**TASK DETAILS:**
The word to find is "every". Copy each line of the material that contains it.

**GIVEN DATA:**
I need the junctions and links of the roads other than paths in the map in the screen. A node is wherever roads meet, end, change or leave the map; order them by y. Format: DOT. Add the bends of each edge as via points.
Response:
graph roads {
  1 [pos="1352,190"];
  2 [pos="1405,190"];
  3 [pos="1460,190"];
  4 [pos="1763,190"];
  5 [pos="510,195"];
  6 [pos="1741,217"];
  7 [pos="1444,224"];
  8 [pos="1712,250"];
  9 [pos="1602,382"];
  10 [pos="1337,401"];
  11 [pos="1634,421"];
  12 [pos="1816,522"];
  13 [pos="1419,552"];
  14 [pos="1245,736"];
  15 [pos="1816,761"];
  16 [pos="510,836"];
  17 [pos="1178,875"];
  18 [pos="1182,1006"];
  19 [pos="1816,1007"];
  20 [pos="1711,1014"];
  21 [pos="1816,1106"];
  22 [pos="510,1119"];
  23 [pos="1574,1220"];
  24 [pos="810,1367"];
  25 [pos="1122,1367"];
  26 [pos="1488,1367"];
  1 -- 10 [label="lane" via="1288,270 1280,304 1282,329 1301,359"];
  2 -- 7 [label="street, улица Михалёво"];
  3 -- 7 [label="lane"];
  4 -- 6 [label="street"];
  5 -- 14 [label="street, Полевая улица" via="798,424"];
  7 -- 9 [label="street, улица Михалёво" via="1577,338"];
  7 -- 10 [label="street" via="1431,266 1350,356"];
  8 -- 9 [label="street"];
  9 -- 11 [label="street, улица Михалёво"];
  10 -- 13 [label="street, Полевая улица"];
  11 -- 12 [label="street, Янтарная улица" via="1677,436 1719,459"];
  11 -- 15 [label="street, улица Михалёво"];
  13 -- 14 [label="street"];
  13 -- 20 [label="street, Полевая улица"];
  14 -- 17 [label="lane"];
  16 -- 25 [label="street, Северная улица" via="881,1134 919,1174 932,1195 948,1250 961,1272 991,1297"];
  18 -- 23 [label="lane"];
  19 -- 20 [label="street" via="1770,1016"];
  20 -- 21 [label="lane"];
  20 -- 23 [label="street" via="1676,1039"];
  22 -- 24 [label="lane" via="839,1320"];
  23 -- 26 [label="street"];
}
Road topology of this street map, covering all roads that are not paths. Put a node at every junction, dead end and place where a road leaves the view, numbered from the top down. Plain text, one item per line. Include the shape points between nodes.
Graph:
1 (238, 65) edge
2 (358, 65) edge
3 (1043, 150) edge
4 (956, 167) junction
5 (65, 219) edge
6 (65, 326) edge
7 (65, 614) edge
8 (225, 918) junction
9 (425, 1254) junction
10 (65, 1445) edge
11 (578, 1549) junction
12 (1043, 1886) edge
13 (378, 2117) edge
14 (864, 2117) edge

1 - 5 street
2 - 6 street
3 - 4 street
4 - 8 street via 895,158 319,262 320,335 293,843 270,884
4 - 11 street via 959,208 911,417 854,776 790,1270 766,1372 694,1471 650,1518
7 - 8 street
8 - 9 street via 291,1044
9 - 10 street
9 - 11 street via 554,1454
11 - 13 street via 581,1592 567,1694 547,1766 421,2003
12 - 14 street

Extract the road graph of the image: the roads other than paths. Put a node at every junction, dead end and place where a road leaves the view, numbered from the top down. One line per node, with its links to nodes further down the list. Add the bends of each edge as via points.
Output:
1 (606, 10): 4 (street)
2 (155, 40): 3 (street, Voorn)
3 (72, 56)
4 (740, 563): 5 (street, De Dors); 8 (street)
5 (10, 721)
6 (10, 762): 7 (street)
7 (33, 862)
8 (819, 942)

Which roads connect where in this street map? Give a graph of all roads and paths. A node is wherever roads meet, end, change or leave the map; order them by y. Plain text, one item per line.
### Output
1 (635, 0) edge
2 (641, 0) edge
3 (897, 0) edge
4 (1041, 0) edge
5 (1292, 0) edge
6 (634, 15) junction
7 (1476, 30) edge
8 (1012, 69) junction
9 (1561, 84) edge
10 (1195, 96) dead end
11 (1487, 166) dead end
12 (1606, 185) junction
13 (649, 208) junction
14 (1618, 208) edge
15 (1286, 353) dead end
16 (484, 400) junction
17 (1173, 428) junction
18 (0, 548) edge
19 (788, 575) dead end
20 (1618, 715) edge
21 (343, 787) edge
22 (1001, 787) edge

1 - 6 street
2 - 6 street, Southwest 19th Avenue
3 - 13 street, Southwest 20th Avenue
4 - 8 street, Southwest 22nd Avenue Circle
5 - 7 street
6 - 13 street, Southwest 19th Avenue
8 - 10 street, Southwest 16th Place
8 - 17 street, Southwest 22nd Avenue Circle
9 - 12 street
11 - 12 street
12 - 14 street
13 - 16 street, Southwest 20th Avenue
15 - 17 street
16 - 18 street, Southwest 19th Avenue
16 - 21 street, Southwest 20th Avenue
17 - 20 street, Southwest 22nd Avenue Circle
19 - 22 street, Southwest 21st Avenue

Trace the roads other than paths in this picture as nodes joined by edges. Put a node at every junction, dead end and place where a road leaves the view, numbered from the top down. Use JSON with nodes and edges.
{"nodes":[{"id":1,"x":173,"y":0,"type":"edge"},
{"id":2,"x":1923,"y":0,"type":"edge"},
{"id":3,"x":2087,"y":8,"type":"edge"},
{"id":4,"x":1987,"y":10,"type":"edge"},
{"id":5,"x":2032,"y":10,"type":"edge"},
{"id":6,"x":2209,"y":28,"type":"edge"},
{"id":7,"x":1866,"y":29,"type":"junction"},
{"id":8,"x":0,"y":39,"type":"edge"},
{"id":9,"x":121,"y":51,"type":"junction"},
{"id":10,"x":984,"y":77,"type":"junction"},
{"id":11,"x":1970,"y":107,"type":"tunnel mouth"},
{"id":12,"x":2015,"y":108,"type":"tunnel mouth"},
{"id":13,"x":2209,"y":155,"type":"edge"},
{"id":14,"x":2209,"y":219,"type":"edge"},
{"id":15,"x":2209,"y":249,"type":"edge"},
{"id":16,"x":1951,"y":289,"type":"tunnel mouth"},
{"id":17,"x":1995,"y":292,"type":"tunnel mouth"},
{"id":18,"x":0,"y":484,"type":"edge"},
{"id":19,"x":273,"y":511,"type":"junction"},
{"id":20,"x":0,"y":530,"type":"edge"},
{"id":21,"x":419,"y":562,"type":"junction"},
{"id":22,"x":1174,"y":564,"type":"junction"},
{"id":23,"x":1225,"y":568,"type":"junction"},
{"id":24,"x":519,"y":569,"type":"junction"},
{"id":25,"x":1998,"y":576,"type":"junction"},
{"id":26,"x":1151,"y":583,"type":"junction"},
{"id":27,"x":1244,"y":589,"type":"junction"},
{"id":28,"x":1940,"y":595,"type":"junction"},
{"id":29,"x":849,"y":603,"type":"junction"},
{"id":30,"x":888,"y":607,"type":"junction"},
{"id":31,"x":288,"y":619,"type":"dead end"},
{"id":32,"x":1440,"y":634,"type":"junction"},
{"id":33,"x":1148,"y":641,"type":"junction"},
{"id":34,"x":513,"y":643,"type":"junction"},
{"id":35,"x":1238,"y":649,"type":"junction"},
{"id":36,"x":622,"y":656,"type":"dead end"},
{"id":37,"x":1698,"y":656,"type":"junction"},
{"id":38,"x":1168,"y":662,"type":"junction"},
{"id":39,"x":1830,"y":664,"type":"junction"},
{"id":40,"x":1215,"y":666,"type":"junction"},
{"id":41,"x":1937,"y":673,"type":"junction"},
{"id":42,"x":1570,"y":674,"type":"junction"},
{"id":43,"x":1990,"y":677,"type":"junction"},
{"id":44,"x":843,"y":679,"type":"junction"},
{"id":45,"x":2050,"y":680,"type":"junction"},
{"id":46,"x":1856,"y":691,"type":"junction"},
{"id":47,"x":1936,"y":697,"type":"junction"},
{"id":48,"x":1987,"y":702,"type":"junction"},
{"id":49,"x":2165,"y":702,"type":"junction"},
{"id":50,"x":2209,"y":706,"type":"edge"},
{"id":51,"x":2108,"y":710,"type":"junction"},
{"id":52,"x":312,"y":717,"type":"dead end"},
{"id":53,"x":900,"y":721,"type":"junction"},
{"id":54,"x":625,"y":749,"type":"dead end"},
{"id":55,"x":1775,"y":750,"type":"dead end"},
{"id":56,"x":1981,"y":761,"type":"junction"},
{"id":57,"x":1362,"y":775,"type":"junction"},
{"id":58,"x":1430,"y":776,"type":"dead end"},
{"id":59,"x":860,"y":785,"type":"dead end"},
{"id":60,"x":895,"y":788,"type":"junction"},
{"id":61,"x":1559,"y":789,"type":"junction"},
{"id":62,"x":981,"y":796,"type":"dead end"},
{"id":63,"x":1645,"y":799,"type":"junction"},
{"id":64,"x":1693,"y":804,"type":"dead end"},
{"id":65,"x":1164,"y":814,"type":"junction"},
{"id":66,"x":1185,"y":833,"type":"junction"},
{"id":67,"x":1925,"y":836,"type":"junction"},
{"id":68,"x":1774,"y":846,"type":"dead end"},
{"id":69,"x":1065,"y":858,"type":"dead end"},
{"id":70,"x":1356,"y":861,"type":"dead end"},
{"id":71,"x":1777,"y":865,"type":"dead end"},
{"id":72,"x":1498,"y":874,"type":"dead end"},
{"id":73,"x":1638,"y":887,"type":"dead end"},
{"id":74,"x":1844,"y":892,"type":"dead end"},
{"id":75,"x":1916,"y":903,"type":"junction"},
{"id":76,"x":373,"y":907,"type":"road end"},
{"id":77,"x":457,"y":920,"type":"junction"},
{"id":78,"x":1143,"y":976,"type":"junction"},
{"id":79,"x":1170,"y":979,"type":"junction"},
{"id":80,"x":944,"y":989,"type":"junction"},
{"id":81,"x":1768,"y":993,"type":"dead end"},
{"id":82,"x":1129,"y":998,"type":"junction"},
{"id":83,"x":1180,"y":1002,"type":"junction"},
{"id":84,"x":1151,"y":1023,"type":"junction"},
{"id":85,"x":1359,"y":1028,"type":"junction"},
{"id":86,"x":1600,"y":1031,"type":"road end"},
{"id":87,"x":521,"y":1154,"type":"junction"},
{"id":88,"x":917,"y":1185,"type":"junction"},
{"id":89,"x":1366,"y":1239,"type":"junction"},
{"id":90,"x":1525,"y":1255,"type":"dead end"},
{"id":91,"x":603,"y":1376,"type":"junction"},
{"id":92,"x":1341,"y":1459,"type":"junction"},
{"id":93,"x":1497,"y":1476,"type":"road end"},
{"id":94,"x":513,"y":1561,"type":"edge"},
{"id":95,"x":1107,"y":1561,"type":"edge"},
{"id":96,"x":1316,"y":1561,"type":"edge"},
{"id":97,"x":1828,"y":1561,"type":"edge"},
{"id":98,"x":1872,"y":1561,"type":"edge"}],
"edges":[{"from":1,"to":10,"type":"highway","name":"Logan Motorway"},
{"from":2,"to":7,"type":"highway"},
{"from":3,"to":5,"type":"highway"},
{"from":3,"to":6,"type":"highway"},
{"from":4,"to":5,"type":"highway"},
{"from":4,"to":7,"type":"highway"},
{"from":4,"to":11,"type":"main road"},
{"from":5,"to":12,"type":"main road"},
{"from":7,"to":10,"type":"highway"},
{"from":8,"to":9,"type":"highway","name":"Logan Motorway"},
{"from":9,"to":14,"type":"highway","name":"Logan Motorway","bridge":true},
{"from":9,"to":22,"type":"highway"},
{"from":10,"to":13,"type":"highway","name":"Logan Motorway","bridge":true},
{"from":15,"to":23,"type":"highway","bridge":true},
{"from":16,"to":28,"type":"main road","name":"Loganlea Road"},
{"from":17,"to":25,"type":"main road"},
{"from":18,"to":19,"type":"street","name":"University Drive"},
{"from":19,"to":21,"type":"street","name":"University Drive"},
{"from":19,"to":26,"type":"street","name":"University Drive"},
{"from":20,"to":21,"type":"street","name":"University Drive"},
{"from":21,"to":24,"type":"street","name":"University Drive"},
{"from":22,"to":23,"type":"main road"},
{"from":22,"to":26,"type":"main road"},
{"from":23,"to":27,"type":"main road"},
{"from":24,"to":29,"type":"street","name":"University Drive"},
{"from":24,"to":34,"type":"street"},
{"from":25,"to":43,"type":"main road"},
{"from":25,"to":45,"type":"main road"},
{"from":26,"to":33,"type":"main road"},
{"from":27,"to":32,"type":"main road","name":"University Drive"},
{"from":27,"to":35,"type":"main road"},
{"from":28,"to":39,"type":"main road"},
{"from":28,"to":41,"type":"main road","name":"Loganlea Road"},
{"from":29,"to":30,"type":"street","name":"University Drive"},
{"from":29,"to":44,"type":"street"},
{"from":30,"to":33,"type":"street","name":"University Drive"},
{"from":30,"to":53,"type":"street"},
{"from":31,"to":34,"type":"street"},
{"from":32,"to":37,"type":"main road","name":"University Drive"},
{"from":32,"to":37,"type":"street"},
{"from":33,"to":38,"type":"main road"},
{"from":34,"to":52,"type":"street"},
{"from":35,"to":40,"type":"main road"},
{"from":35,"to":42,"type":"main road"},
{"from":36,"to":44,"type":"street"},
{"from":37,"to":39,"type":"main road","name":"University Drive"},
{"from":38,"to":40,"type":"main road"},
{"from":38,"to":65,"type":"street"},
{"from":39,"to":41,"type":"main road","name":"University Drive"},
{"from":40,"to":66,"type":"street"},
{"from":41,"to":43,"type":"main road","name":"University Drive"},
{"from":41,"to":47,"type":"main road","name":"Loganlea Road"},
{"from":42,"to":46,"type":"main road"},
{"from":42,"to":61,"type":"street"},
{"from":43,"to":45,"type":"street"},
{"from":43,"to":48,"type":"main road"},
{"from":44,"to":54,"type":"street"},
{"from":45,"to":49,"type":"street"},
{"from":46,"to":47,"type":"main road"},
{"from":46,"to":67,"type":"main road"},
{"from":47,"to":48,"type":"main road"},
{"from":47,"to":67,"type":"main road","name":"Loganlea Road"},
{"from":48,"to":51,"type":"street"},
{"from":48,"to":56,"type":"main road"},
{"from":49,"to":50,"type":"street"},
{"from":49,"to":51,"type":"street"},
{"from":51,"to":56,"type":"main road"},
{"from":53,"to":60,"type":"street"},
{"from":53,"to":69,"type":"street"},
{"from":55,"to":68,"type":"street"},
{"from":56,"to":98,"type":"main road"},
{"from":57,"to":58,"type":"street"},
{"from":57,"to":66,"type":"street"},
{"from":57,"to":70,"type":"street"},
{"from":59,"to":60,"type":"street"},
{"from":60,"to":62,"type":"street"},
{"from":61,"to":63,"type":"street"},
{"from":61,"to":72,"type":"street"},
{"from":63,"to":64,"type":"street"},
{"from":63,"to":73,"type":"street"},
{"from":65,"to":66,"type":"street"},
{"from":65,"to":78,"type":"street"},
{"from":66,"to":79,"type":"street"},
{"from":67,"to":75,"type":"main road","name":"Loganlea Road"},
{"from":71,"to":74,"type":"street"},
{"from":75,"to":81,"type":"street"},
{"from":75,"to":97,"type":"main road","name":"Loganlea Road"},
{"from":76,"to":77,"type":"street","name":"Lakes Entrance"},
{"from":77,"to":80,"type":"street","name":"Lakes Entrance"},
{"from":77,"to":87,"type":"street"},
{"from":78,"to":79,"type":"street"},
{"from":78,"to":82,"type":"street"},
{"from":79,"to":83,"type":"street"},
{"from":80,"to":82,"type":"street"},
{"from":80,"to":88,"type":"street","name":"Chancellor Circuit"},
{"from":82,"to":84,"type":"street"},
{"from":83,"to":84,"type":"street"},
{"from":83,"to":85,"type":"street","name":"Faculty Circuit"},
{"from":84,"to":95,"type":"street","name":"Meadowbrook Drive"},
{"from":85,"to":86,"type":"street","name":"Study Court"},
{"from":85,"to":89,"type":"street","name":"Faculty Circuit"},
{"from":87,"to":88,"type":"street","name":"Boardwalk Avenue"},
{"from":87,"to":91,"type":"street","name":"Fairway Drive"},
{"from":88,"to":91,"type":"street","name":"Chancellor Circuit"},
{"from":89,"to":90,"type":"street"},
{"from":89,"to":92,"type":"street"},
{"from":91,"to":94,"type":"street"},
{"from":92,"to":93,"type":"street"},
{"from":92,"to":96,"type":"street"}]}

**EXPECTED ANSWER:**
Road topology of this street map, covering all roads that are not paths. Put a node at every junction, dead end and place where a road leaves the view, numbered from the top down. Plain text, one item per line. Include the shape points between nodes.
Extract the road graph of the image: the roads other than paths. Put a node at every junction, dead end and place where a road leaves the view, numbered from the top down. One line per node, with its links to nodes further down the list. Add the bends of each edge as via points.
Trace the roads other than paths in this picture as nodes joined by edges. Put a node at every junction, dead end and place where a road leaves the view, numbered from the top down. Use JSON with nodes and edges.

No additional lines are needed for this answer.